RussiaCondannati al carcere i 3 legali di Navalny, la repressione di Mosca diventa sempre più aspra
SDA
17.1.2025 - 22:04
La macchina repressiva del Cremlino non si ferma. Tre avvocati che in passato hanno difeso il principale oppositore del regime di Putin, Alexey Navalny, sono stati condannati a pene dai tre anni e mezzo ai cinque anni e mezzo di reclusione in un processo ritenuto di chiara matrice politica.
Keystone-SDA
17.01.2025, 22:04
SDA
Ufficialmente sono accusati di «estremismo». E si tratta – non a caso – della stessa imputazione che il Cremlino continua a rivolgere a Navalny e alle sue organizzazioni nonostante la morte del dissidente.
Governi occidentali chiedono il rilascio
Accuse infondate e il cui unico obiettivo è quello di colpire chi contesta il governo russo, assicurano i difensori dei diritti umani, che hanno aspramente criticato la sentenza e hanno chiesto l'immediato rilascio dei tre avvocati definendoli senza indugio «prigionieri politici». E lo stesso hanno fatto alcuni governi occidentali, come quelli di Londra e Berlino, ma anche la vedova di Alexei, Yulia Navalnaya.
I tre avvocati di Navalny
Vadim Kobzev (condannato a 5 anni e mezzo), Alexey Liptser (5 anni) e Igor Sergunin (3 anni e mezzo) sono stati arrestati nell'ottobre del 2023 e accusati di aver fatto da tramite tra Navalny e il mondo esterno mentre l'oppositore si trovava ingiustamente dietro le sbarre.
Per Mosca si tratta di «estremismo»
In pratica, secondo le autorità, avrebbero fatto avere ai suoi alleati lettere e testimonianze in cui l'oppositore denunciava terribili soprusi in carcere e si schierava apertamente contro l'invasione dell'Ucraina ordinata da Putin.
Denunce che poi venivano pubblicate sui profili web ufficiali del dissidente, che anche da detenuto era probabilmente il più in vista tra i rivali di Putin.
Tanto è bastato al regime russo per accusare i tre avvocati di «estremismo». E per condannarli in un processo svoltosi in gran parte a porte chiuse e conclusosi – chissà se sia una coincidenza oppure no – proprio nel quarto anniversario dell'arresto di Alexey Navalny all'aeroporto Sheremetyevo di Mosca.

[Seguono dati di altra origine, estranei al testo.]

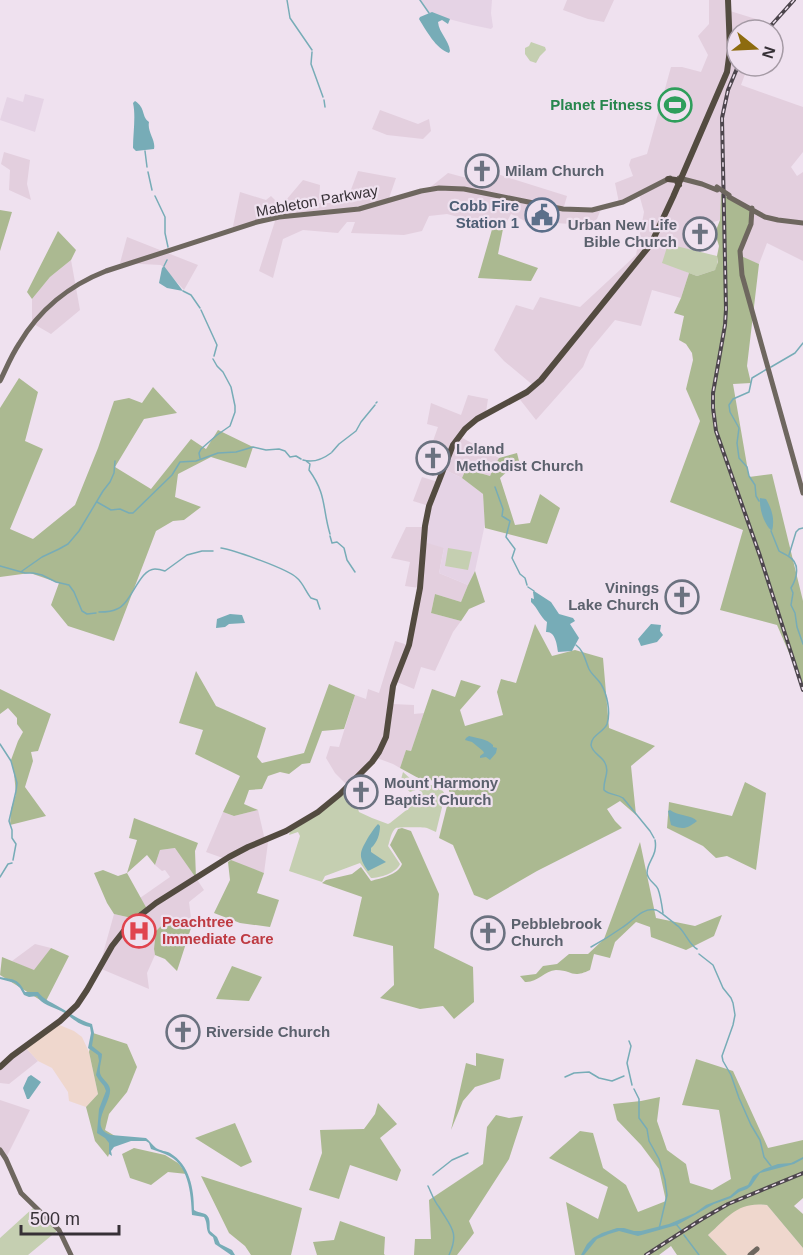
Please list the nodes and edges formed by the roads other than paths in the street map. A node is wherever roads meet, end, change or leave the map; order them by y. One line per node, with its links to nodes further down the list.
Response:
1 (728, 0): 2 (main road)
2 (682, 176): 3 (main road, Mableton Parkway); 4 (main road); 5 (main road, Mableton Parkway); 6 (main road, bridge)
3 (668, 179): 4 (main road); 5 (main road, Mableton Parkway)
4 (679, 185): 9 (main road)
5 (653, 186): 8 (main road, Mableton Parkway)
6 (752, 209): 7 (main road); 11 (main road)
7 (803, 222)
8 (0, 381)
9 (439, 479): 10 (main road); 12 (main road)
10 (444, 488)
11 (803, 493)
12 (0, 1068)
13 (0, 1150): 15 (main road)
14 (757, 1249): 16 (main road)
15 (71, 1255)
16 (750, 1255)

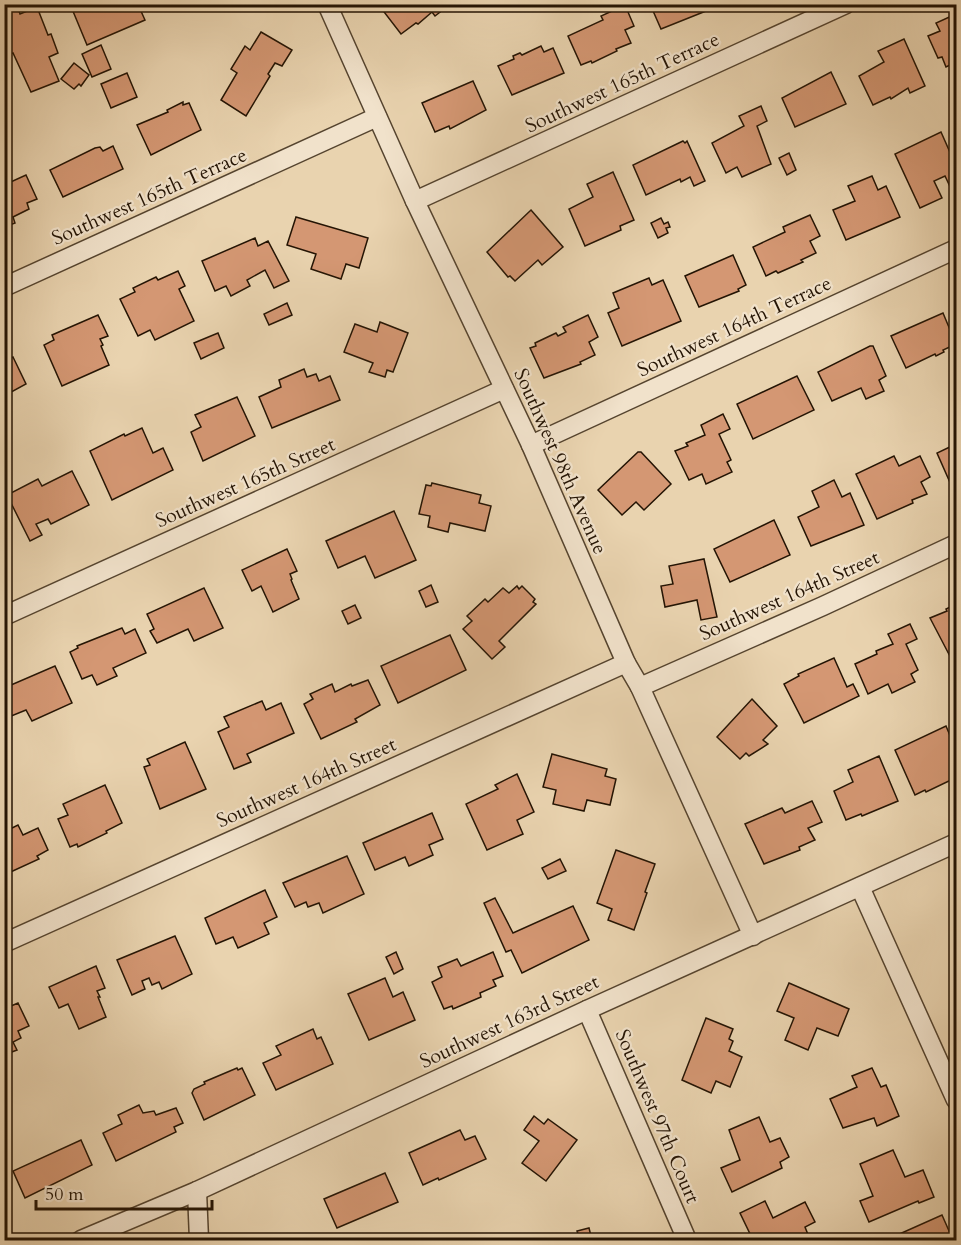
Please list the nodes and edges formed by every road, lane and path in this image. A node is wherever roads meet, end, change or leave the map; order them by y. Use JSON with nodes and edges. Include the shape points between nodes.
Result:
{"nodes":[{"id":1,"x":327,"y":4,"type":"edge"},
{"id":2,"x":846,"y":4,"type":"edge"},
{"id":3,"x":377,"y":117,"type":"junction"},
{"id":4,"x":415,"y":201,"type":"junction"},
{"id":5,"x":957,"y":249,"type":"edge"},
{"id":6,"x":4,"y":286,"type":"edge"},
{"id":7,"x":504,"y":388,"type":"junction"},
{"id":8,"x":531,"y":445,"type":"junction"},
{"id":9,"x":957,"y":544,"type":"edge"},
{"id":10,"x":4,"y":616,"type":"edge"},
{"id":11,"x":626,"y":663,"type":"junction"},
{"id":12,"x":640,"y":687,"type":"junction"},
{"id":13,"x":957,"y":843,"type":"edge"},
{"id":14,"x":860,"y":887,"type":"junction"},
{"id":15,"x":753,"y":936,"type":"junction"},
{"id":16,"x":4,"y":943,"type":"edge"},
{"id":17,"x":587,"y":1010,"type":"junction"},
{"id":18,"x":957,"y":1100,"type":"edge"},
{"id":19,"x":197,"y":1191,"type":"junction"},
{"id":20,"x":81,"y":1240,"type":"edge"},
{"id":21,"x":198,"y":1240,"type":"edge"},
{"id":22,"x":687,"y":1240,"type":"edge"}],
"edges":[{"from":1,"to":3,"type":"street","name":"Southwest 98th Avenue"},
{"from":2,"to":4,"type":"street","name":"Southwest 165th Terrace"},
{"from":3,"to":4,"type":"street","name":"Southwest 98th Avenue"},
{"from":3,"to":6,"type":"street","name":"Southwest 165th Terrace"},
{"from":4,"to":7,"type":"street","name":"Southwest 98th Avenue"},
{"from":5,"to":8,"type":"street","name":"Southwest 164th Terrace"},
{"from":7,"to":8,"type":"street","name":"Southwest 98th Avenue"},
{"from":7,"to":10,"type":"street","name":"Southwest 165th Street"},
{"from":8,"to":11,"type":"street","name":"Southwest 98th Avenue"},
{"from":9,"to":12,"type":"street","name":"Southwest 164th Street"},
{"from":11,"to":12,"type":"street","name":"Southwest 98th Avenue"},
{"from":11,"to":16,"type":"street","name":"Southwest 164th Street"},
{"from":12,"to":15,"type":"street","name":"Southwest 98th Avenue"},
{"from":13,"to":14,"type":"street","name":"Southwest 163rd Street"},
{"from":14,"to":15,"type":"street","name":"Southwest 163rd Street"},
{"from":14,"to":18,"type":"street"},
{"from":15,"to":17,"type":"street","name":"Southwest 163rd Street"},
{"from":17,"to":19,"type":"street","name":"Southwest 163rd Street"},
{"from":17,"to":22,"type":"street","name":"Southwest 97th Court"},
{"from":19,"to":20,"type":"street","name":"Southwest 163rd Street"},
{"from":19,"to":21,"type":"street"}]}
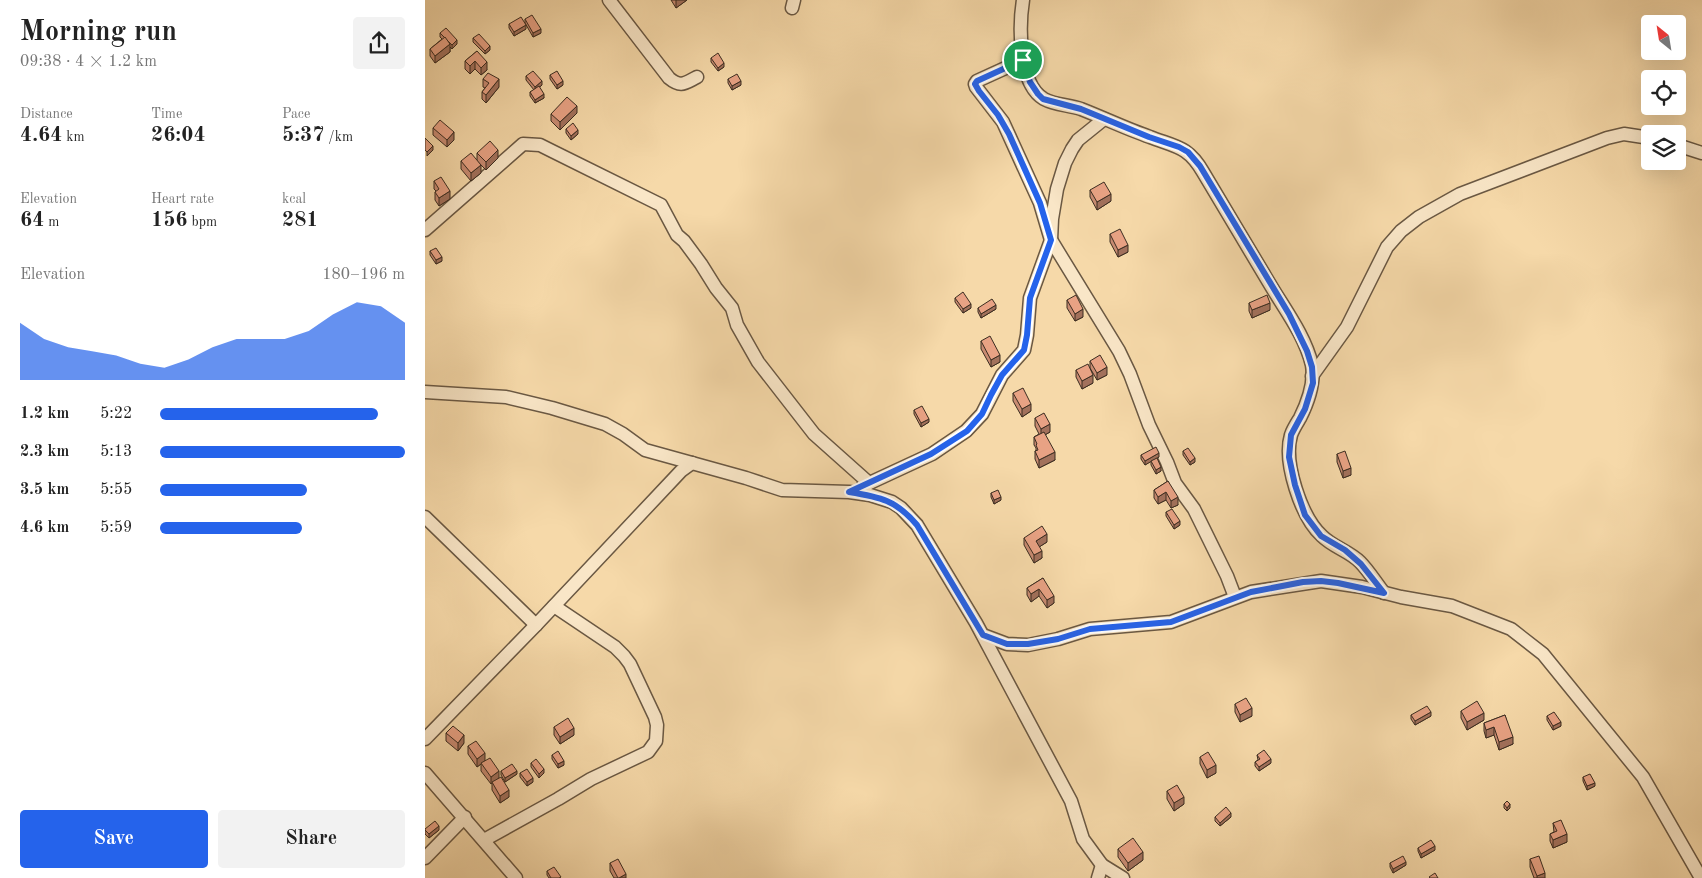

Il 17 gennaio del 2021, pur sapendo che sarebbe stato probabilmente arrestato, l'oppositore numero uno di Putin tornò infatti in Russia dalla Germania, dove era stato curato per un avvelenamento per il quale si sospetta l'intelligence del Cremlino. Finì subito in carcere. E tre anni dopo morì in circostanze poco chiare nel penitenziario sopra il circolo polare artico. Familiari e collaboratori accusano il regime di averlo ucciso.
Repressione politica sempre più dura
La repressione politica in Russia si fa sempre più aspra, e i principali oppositori del Paese sono quasi tutti in carcere o costretti a vivere all'estero. O sono morti, come Navalny e Boris Nemtsov. Il giornale MediaZona denuncia che stamattina la polizia ha fermato quattro giornalisti e una quinta persona che intendevano seguire l'udienza finale del processo agli avvocati di Navalny nel tribunale di Petushki, circa 100 chilometri a est di Mosca.
Tutti e cinque sarebbero però stati poi rilasciati senza accuse. «Le autorità stanno sostanzialmente vietando la protezione delle persone perseguitate politicamente», ha denunciato l'ong per la difesa dei diritti umani Ovd-Info.
Ma nonostante questo clima politico, i tre imputati – scrive la Reuters sul suo sito web – sono stati applauditi in aula dai loro sostenitori subito dopo la condanna. «Ragazzi, siete i nostri eroi», ha urlato una donna.